Entries supplied:

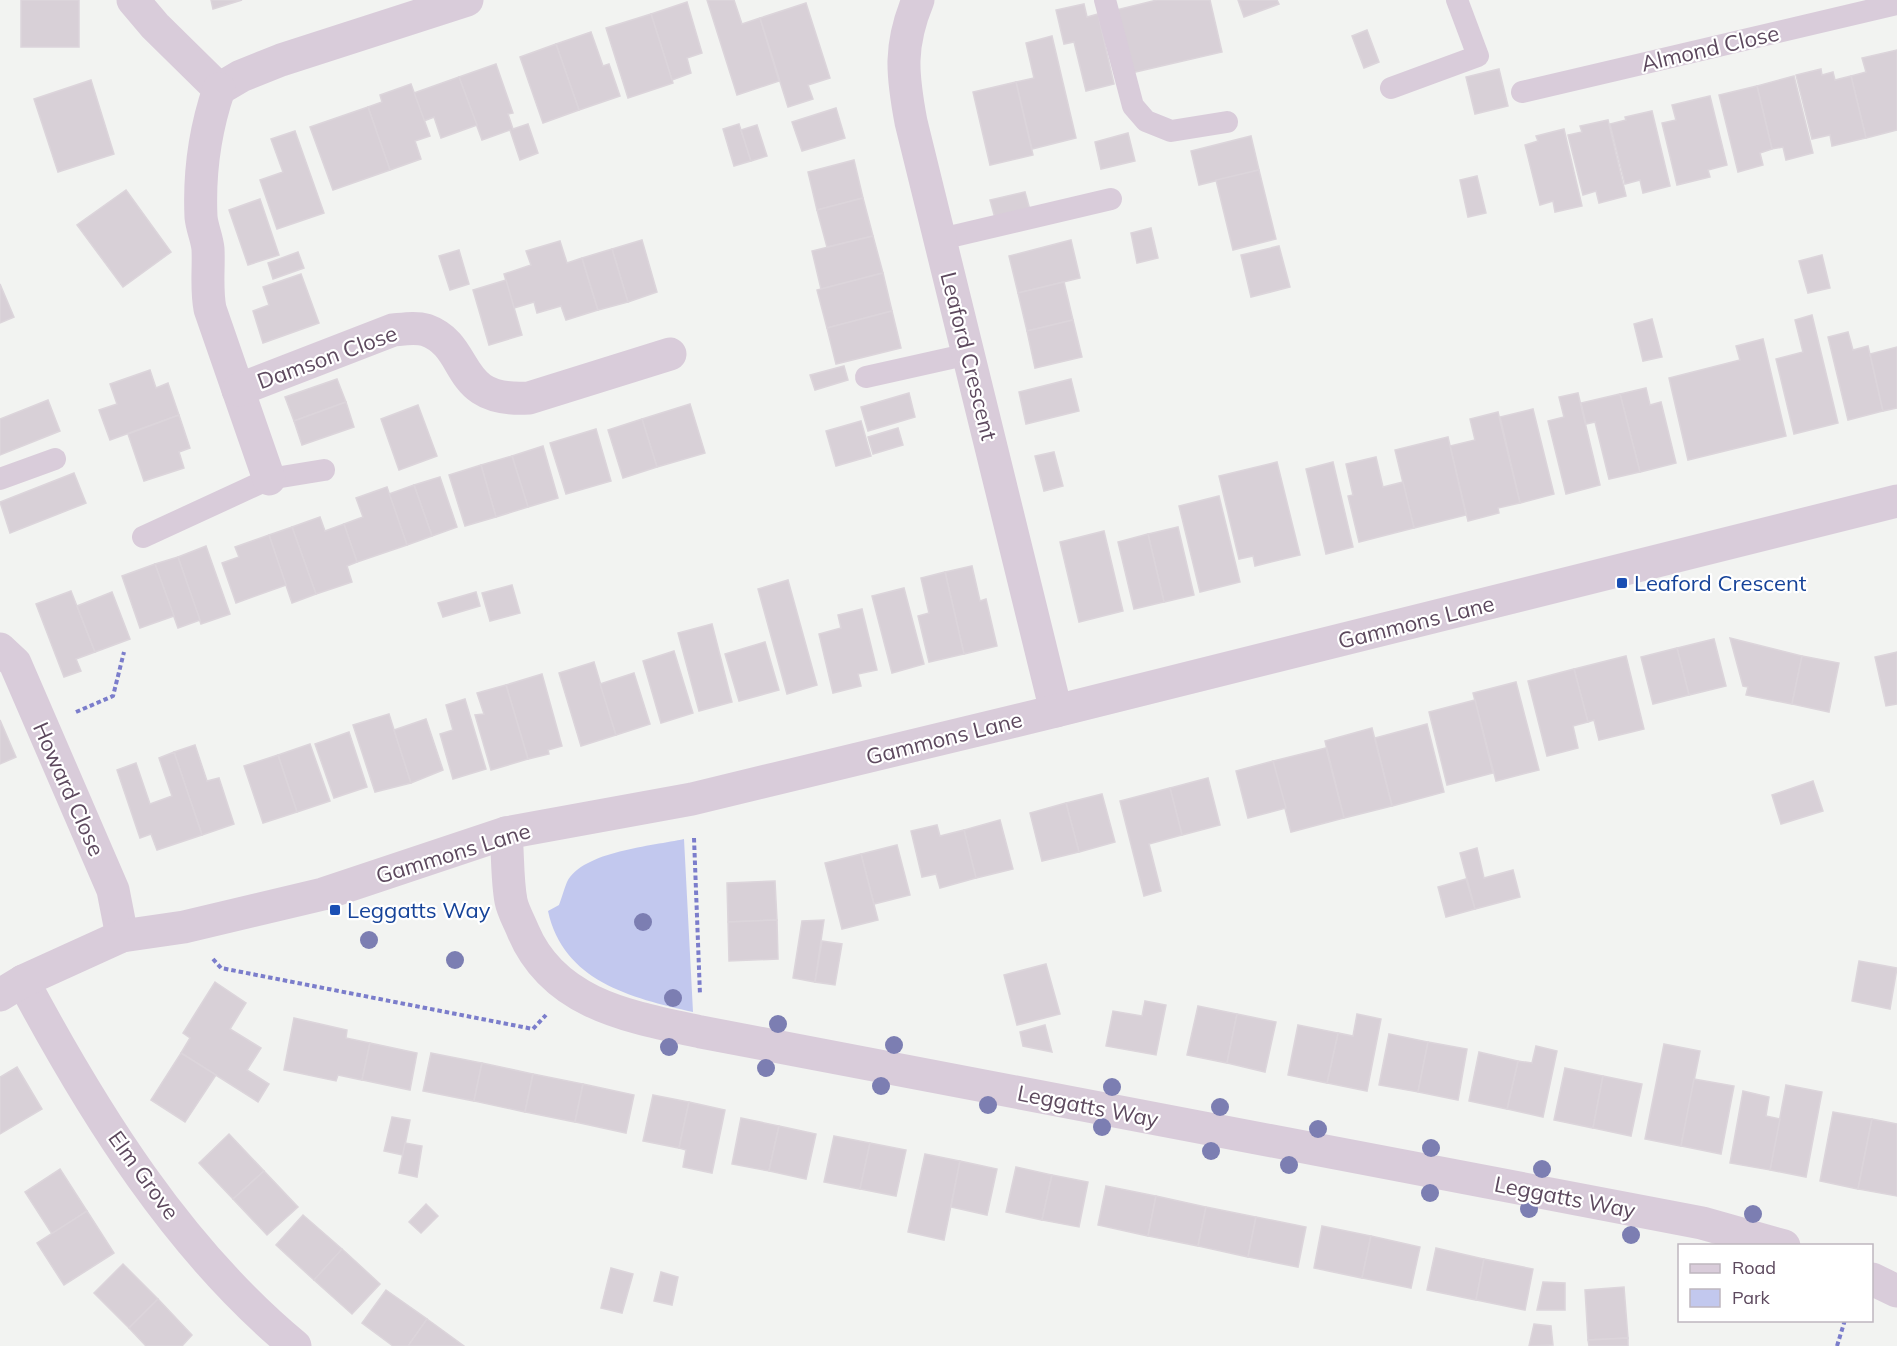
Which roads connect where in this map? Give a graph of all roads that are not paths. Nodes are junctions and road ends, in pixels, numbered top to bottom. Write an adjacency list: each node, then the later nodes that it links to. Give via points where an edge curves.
1 (133, 0): 8 (street)
2 (467, 0): 8 (street, via 281,60)
3 (918, 0): 12 (street, Leaford Crescent, via 907,25 903,80)
4 (1105, 0): 10 (lane, via 1133,106 1146,121 1171,131)
5 (1457, 0): 7 (lane, via 1478,56)
6 (1897, 4): 9 (lane, Almond Close)
7 (1391, 88)
8 (219, 89): 16 (street, via 204,146 201,220 208,247 206,288 210,309)
9 (1522, 92)
10 (1227, 122)
11 (1111, 199): 12 (lane)
12 (941, 238): 14 (street, Leaford Crescent)
13 (669, 354): 16 (street, Damson Close, via 529,398 513,399 478,388 448,346 436,336 414,328 393,330)
14 (969, 354): 15 (lane); 24 (street, Leaford Crescent)
15 (866, 377)
16 (238, 390): 20 (street)
17 (55, 459): 19 (lane)
18 (324, 470): 20 (lane)
19 (0, 479)
20 (269, 479): 22 (lane)
21 (1897, 501): 24 (street, Gammons Lane)
22 (143, 537)
23 (0, 649): 26 (street, Howard Close, via 15,663 113,890)
24 (1056, 711): 25 (street, Gammons Lane, via 692,799)
25 (506, 832): 26 (street, Gammons Lane, via 323,894 184,927); 28 (street, Leggatts Way, via 512,903 530,946 543,967 569,989 602,1006 701,1032 1702,1223)
26 (122, 936): 27 (street, Gammons Lane)
27 (12, 988): 31 (street, Elm Grove, via 61,1052 119,1143 162,1201 213,1264)
28 (1780, 1244)
29 (1873, 1279): 30 (street)
30 (1897, 1291)
31 (296, 1346)

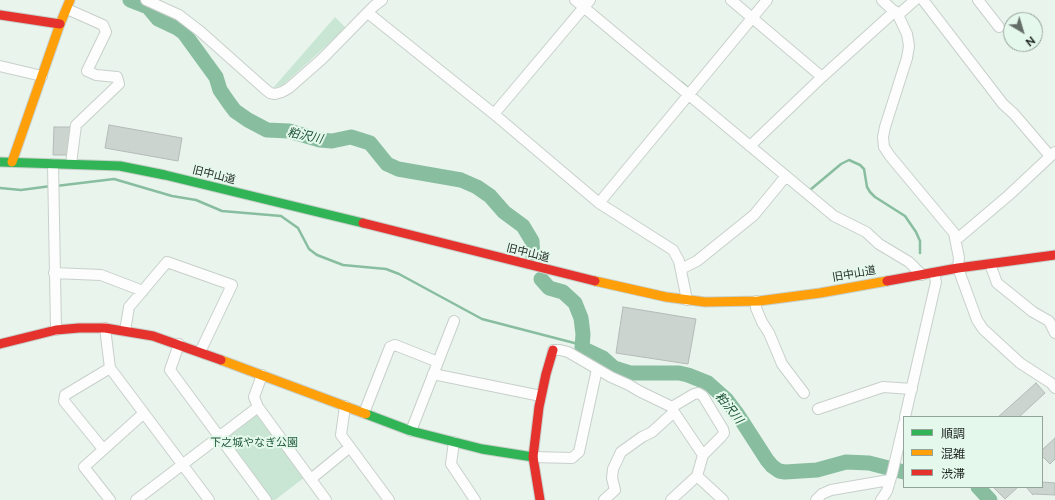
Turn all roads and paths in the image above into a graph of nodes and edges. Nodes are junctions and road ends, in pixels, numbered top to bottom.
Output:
1 (146, 0) edge
2 (382, 0) edge
3 (575, 0) edge
4 (731, 0) edge
5 (767, 0) edge
6 (882, 0) edge
7 (914, 0) edge
8 (923, 0) edge
9 (978, 0) edge
10 (68, 4) edge
11 (587, 4) edge
12 (368, 13) junction
13 (897, 13) junction
14 (0, 15) edge
15 (752, 18) junction
16 (60, 24) junction
17 (999, 26) dead end
18 (0, 66) edge
19 (42, 76) junction
20 (822, 77) junction
21 (689, 95) junction
22 (494, 114) junction
23 (750, 146) junction
24 (1052, 154) edge
25 (0, 162) edge
26 (12, 162) junction
27 (53, 164) junction
28 (71, 164) junction
29 (786, 176) junction
30 (599, 203) junction
31 (956, 240) junction
32 (1055, 255) edge
33 (990, 264) junction
34 (958, 268) junction
35 (682, 269) junction
36 (54, 273) junction
37 (934, 273) junction
38 (922, 275) junction
39 (143, 291) junction
40 (687, 300) junction
41 (756, 301) junction
42 (454, 321) dead end
43 (105, 328) junction
44 (56, 330) junction
45 (125, 331) junction
46 (1055, 333) edge
47 (0, 344) edge
48 (179, 344) junction
49 (553, 350) joint
50 (200, 352) junction
51 (438, 362) junction
52 (110, 368) junction
53 (597, 369) junction
54 (433, 374) junction
55 (262, 375) junction
56 (1055, 388) edge
57 (912, 389) junction
58 (804, 393) dead end
59 (541, 396) junction
60 (345, 406) junction
61 (258, 407) junction
62 (818, 409) dead end
63 (673, 410) junction
64 (144, 413) junction
65 (364, 413) junction
66 (905, 416) edge
67 (903, 427) edge
68 (411, 431) junction
69 (219, 437) junction
70 (454, 442) junction
71 (350, 447) junction
72 (103, 449) junction
73 (703, 455) junction
74 (533, 457) junction
75 (183, 464) junction
76 (697, 476) junction
77 (311, 479) junction
78 (889, 480) junction
79 (110, 500) edge
80 (136, 500) edge
81 (209, 500) edge
82 (266, 500) edge
83 (326, 500) edge
84 (389, 500) edge
85 (475, 500) edge
86 (540, 500) edge
87 (604, 500) edge
88 (671, 500) edge
89 (723, 500) edge
90 (816, 500) edge
91 (881, 500) edge

1 - 12 street
2 - 12 street
3 - 11 street
4 - 15 street
5 - 15 street
6 - 13 street
7 - 13 street
8 - 24 street
9 - 17 street
10 - 16 main road
10 - 28 street
11 - 21 street
11 - 22 street
12 - 22 street
13 - 20 street
13 - 31 street
14 - 16 main road
15 - 20 street
15 - 21 street
16 - 19 main road
18 - 19 street
19 - 26 main road
20 - 23 street
21 - 23 street
21 - 30 street
22 - 30 street
23 - 29 street
24 - 31 street
25 - 26 main road, 旧中山道
26 - 27 main road, 旧中山道
27 - 28 main road, 旧中山道
27 - 36 street
28 - 40 main road, 旧中山道
29 - 35 street
29 - 38 street
30 - 35 street
31 - 34 street
32 - 33 main road, 旧中山道
33 - 34 main road, 旧中山道
33 - 46 street
34 - 37 main road, 旧中山道
34 - 56 street
35 - 40 street
36 - 39 street
36 - 44 street
37 - 38 main road, 旧中山道
37 - 57 street
38 - 41 main road, 旧中山道
39 - 45 street
39 - 50 street
40 - 41 main road, 旧中山道
41 - 58 street
42 - 51 street
43 - 44 main road
43 - 45 main road
43 - 52 street
44 - 47 main road
45 - 48 main road
48 - 50 main road
48 - 69 street
49 - 53 street
49 - 59 main road
50 - 55 main road
51 - 54 street
51 - 65 street
52 - 64 street
52 - 72 street
53 - 63 street
53 - 74 street
54 - 59 street
54 - 68 street
55 - 60 main road
55 - 61 street
57 - 62 street
57 - 66 street
59 - 74 main road
60 - 65 main road
60 - 71 street
61 - 69 street
61 - 77 street
63 - 73 street
63 - 73 street
63 - 87 street
64 - 72 street
64 - 75 street
65 - 68 main road
67 - 78 street
68 - 70 main road
69 - 75 street
69 - 82 street
70 - 74 main road
70 - 85 street
71 - 77 street
71 - 84 street
72 - 79 street
73 - 76 street
74 - 86 main road
75 - 80 street
75 - 81 street
76 - 88 street
76 - 89 street
77 - 83 street
78 - 90 street
78 - 91 street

What is being asked:
Your copy of the entries must be exact and must contain no pictures.

Solution:
Which roads connect where in this map? Give a graph of all roads that are not paths. Nodes are junctions and road ends, in pixels, numbered top to bottom. Write an adjacency list: each node, then the later nodes that it links to. Give via points where an edge curves.
1 (133, 0): 8 (street)
2 (467, 0): 8 (street, via 281,60)
3 (918, 0): 12 (street, Leaford Crescent, via 907,25 903,80)
4 (1105, 0): 10 (lane, via 1133,106 1146,121 1171,131)
5 (1457, 0): 7 (lane, via 1478,56)
6 (1897, 4): 9 (lane, Almond Close)
7 (1391, 88)
8 (219, 89): 16 (street, via 204,146 201,220 208,247 206,288 210,309)
9 (1522, 92)
10 (1227, 122)
11 (1111, 199): 12 (lane)
12 (941, 238): 14 (street, Leaford Crescent)
13 (669, 354): 16 (street, Damson Close, via 529,398 513,399 478,388 448,346 436,336 414,328 393,330)
14 (969, 354): 15 (lane); 24 (street, Leaford Crescent)
15 (866, 377)
16 (238, 390): 20 (street)
17 (55, 459): 19 (lane)
18 (324, 470): 20 (lane)
19 (0, 479)
20 (269, 479): 22 (lane)
21 (1897, 501): 24 (street, Gammons Lane)
22 (143, 537)
23 (0, 649): 26 (street, Howard Close, via 15,663 113,890)
24 (1056, 711): 25 (street, Gammons Lane, via 692,799)
25 (506, 832): 26 (street, Gammons Lane, via 323,894 184,927); 28 (street, Leggatts Way, via 512,903 530,946 543,967 569,989 602,1006 701,1032 1702,1223)
26 (122, 936): 27 (street, Gammons Lane)
27 (12, 988): 31 (street, Elm Grove, via 61,1052 119,1143 162,1201 213,1264)
28 (1780, 1244)
29 (1873, 1279): 30 (street)
30 (1897, 1291)
31 (296, 1346)

Turn all roads and paths in the image above into a graph of nodes and edges. Nodes are junctions and road ends, in pixels, numbered top to bottom.
Output:
1 (146, 0) edge
2 (382, 0) edge
3 (575, 0) edge
4 (731, 0) edge
5 (767, 0) edge
6 (882, 0) edge
7 (914, 0) edge
8 (923, 0) edge
9 (978, 0) edge
10 (68, 4) edge
11 (587, 4) edge
12 (368, 13) junction
13 (897, 13) junction
14 (0, 15) edge
15 (752, 18) junction
16 (60, 24) junction
17 (999, 26) dead end
18 (0, 66) edge
19 (42, 76) junction
20 (822, 77) junction
21 (689, 95) junction
22 (494, 114) junction
23 (750, 146) junction
24 (1052, 154) edge
25 (0, 162) edge
26 (12, 162) junction
27 (53, 164) junction
28 (71, 164) junction
29 (786, 176) junction
30 (599, 203) junction
31 (956, 240) junction
32 (1055, 255) edge
33 (990, 264) junction
34 (958, 268) junction
35 (682, 269) junction
36 (54, 273) junction
37 (934, 273) junction
38 (922, 275) junction
39 (143, 291) junction
40 (687, 300) junction
41 (756, 301) junction
42 (454, 321) dead end
43 (105, 328) junction
44 (56, 330) junction
45 (125, 331) junction
46 (1055, 333) edge
47 (0, 344) edge
48 (179, 344) junction
49 (553, 350) joint
50 (200, 352) junction
51 (438, 362) junction
52 (110, 368) junction
53 (597, 369) junction
54 (433, 374) junction
55 (262, 375) junction
56 (1055, 388) edge
57 (912, 389) junction
58 (804, 393) dead end
59 (541, 396) junction
60 (345, 406) junction
61 (258, 407) junction
62 (818, 409) dead end
63 (673, 410) junction
64 (144, 413) junction
65 (364, 413) junction
66 (905, 416) edge
67 (903, 427) edge
68 (411, 431) junction
69 (219, 437) junction
70 (454, 442) junction
71 (350, 447) junction
72 (103, 449) junction
73 (703, 455) junction
74 (533, 457) junction
75 (183, 464) junction
76 (697, 476) junction
77 (311, 479) junction
78 (889, 480) junction
79 (110, 500) edge
80 (136, 500) edge
81 (209, 500) edge
82 (266, 500) edge
83 (326, 500) edge
84 (389, 500) edge
85 (475, 500) edge
86 (540, 500) edge
87 (604, 500) edge
88 (671, 500) edge
89 (723, 500) edge
90 (816, 500) edge
91 (881, 500) edge

1 - 12 street
2 - 12 street
3 - 11 street
4 - 15 street
5 - 15 street
6 - 13 street
7 - 13 street
8 - 24 street
9 - 17 street
10 - 16 main road
10 - 28 street
11 - 21 street
11 - 22 street
12 - 22 street
13 - 20 street
13 - 31 street
14 - 16 main road
15 - 20 street
15 - 21 street
16 - 19 main road
18 - 19 street
19 - 26 main road
20 - 23 street
21 - 23 street
21 - 30 street
22 - 30 street
23 - 29 street
24 - 31 street
25 - 26 main road, 旧中山道
26 - 27 main road, 旧中山道
27 - 28 main road, 旧中山道
27 - 36 street
28 - 40 main road, 旧中山道
29 - 35 street
29 - 38 street
30 - 35 street
31 - 34 street
32 - 33 main road, 旧中山道
33 - 34 main road, 旧中山道
33 - 46 street
34 - 37 main road, 旧中山道
34 - 56 street
35 - 40 street
36 - 39 street
36 - 44 street
37 - 38 main road, 旧中山道
37 - 57 street
38 - 41 main road, 旧中山道
39 - 45 street
39 - 50 street
40 - 41 main road, 旧中山道
41 - 58 street
42 - 51 street
43 - 44 main road
43 - 45 main road
43 - 52 street
44 - 47 main road
45 - 48 main road
48 - 50 main road
48 - 69 street
49 - 53 street
49 - 59 main road
50 - 55 main road
51 - 54 street
51 - 65 street
52 - 64 street
52 - 72 street
53 - 63 street
53 - 74 street
54 - 59 street
54 - 68 street
55 - 60 main road
55 - 61 street
57 - 62 street
57 - 66 street
59 - 74 main road
60 - 65 main road
60 - 71 street
61 - 69 street
61 - 77 street
63 - 73 street
63 - 73 street
63 - 87 street
64 - 72 street
64 - 75 street
65 - 68 main road
67 - 78 street
68 - 70 main road
69 - 75 street
69 - 82 street
70 - 74 main road
70 - 85 street
71 - 77 street
71 - 84 street
72 - 79 street
73 - 76 street
74 - 86 main road
75 - 80 street
75 - 81 street
76 - 88 street
76 - 89 street
77 - 83 street
78 - 90 street
78 - 91 street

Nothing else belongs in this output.